Just last week, according to the Sept. 1 London Times, the banks financing the deal to the tune of $26 billion were offering $1 billion to KKR to break it, knowing fallout from the fast-developing credit freeze-up would leave them taking huge losses as they try to peddle the debt to fearful investors. The balky lending banks are some of the largest investment banks in the world, including Goldman Sachs, Morgan Stanley, Citigroup, JP Morgan, and Lehman Brothers. KKR refused to stop the deal. They had secured their loans at the height of the buyout boom, locking in very good terms, and were determined to plow ahead despite the growing problems in the buyout industry with financing and closing deals.

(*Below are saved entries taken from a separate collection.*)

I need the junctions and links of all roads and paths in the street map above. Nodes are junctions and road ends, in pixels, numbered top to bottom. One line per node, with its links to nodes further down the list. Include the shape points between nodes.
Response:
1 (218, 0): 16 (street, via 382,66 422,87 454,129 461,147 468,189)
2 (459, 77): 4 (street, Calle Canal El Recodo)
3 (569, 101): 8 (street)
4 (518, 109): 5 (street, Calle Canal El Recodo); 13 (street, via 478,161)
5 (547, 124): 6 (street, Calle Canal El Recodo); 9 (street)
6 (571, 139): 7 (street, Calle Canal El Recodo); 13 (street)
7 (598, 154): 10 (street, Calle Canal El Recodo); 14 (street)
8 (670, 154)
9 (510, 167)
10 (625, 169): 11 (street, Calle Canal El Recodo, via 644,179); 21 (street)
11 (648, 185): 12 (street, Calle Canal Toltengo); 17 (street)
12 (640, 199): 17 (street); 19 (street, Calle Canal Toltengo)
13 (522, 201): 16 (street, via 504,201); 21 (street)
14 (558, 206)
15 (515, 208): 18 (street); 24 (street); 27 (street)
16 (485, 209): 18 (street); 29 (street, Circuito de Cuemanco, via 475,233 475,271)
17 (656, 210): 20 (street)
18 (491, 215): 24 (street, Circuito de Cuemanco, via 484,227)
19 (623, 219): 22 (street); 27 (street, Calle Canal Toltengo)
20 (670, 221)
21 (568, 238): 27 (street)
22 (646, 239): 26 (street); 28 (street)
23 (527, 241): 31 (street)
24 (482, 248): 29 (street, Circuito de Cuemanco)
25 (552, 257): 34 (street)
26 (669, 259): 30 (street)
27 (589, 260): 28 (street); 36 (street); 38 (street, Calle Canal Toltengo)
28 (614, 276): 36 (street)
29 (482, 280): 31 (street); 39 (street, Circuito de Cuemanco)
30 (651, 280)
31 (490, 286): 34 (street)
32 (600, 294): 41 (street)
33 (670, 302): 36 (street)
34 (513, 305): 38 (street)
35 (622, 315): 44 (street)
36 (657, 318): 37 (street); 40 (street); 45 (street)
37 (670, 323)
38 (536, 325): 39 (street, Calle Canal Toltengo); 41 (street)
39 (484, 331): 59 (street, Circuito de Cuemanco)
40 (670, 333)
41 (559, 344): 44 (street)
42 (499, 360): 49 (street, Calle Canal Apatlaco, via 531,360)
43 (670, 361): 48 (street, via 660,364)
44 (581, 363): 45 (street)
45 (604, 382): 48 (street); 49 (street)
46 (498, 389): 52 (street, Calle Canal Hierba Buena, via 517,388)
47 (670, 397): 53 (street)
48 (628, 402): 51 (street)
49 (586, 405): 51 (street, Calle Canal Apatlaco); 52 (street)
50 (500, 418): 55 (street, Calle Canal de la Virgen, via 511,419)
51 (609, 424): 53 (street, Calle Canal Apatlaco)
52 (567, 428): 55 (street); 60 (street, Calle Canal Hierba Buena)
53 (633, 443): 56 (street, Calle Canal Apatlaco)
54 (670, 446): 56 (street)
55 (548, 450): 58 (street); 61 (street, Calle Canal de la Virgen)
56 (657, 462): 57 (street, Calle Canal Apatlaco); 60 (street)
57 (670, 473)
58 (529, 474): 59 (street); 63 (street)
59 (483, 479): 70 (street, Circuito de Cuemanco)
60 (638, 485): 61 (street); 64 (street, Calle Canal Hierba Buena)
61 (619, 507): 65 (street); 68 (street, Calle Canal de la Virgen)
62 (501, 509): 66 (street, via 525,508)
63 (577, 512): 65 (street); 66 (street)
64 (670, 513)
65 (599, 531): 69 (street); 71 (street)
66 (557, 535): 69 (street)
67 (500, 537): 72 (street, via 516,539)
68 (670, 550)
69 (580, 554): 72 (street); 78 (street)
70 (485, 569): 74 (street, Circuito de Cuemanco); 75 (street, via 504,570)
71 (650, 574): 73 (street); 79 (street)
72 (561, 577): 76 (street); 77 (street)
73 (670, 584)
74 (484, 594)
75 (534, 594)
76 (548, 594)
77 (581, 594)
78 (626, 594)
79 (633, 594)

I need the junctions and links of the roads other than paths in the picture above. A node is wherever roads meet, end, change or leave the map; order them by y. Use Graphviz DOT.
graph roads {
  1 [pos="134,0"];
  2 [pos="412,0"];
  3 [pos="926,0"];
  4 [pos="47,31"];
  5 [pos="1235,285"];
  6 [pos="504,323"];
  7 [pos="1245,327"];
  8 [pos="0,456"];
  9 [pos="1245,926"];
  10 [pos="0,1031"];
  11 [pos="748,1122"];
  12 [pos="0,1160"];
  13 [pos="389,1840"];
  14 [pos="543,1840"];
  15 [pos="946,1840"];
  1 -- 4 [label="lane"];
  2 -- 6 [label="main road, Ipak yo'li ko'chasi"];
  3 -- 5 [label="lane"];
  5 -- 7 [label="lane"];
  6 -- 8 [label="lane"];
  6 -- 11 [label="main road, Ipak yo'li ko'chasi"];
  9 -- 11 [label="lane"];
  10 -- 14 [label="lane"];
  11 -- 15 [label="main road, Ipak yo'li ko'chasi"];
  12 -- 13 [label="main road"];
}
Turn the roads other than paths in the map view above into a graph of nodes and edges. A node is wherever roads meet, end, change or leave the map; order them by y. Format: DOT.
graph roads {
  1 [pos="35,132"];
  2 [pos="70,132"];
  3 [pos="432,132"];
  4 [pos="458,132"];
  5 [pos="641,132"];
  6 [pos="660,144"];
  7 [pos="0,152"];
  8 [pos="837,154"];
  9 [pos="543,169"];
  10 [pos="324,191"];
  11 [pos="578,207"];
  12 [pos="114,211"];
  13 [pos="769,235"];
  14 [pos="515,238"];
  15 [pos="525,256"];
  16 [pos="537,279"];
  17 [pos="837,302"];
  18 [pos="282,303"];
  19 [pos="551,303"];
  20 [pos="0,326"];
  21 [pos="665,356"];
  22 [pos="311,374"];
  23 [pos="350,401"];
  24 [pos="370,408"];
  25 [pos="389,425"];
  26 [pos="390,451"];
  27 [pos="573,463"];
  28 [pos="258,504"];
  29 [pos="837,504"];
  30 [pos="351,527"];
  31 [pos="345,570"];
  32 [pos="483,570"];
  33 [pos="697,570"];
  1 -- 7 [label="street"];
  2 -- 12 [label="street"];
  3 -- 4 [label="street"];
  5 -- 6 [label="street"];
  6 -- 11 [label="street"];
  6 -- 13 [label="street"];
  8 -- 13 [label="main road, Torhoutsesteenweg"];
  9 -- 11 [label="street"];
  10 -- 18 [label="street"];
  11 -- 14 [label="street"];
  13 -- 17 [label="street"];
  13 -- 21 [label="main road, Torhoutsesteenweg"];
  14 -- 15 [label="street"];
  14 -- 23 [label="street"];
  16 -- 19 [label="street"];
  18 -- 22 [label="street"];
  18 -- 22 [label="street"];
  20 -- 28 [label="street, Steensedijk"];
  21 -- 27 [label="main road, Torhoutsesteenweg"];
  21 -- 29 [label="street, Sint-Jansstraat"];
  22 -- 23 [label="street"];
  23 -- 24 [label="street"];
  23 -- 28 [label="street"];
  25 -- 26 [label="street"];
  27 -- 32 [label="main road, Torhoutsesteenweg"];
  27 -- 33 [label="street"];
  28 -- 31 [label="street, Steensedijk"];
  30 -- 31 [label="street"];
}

LaRouche's comment on the deal: "It's all bunk. The banks don't have any money. KKR is desperate, they're finished, and they know it. The whole thing is gone. It's not a series of individual problems with this or that hedge fund - the hedge fund SYSTEM is dead, along with the entire sub-prime mortgage scam. They should just reconcile themselves to losing their money. My statement is: Taking any money out of the banks to bail out the hedge funds is a crime against humanity. They're dead, and it is a waste of time and effort. Putting money in hedge funds today is like investing in D-marks in 1923."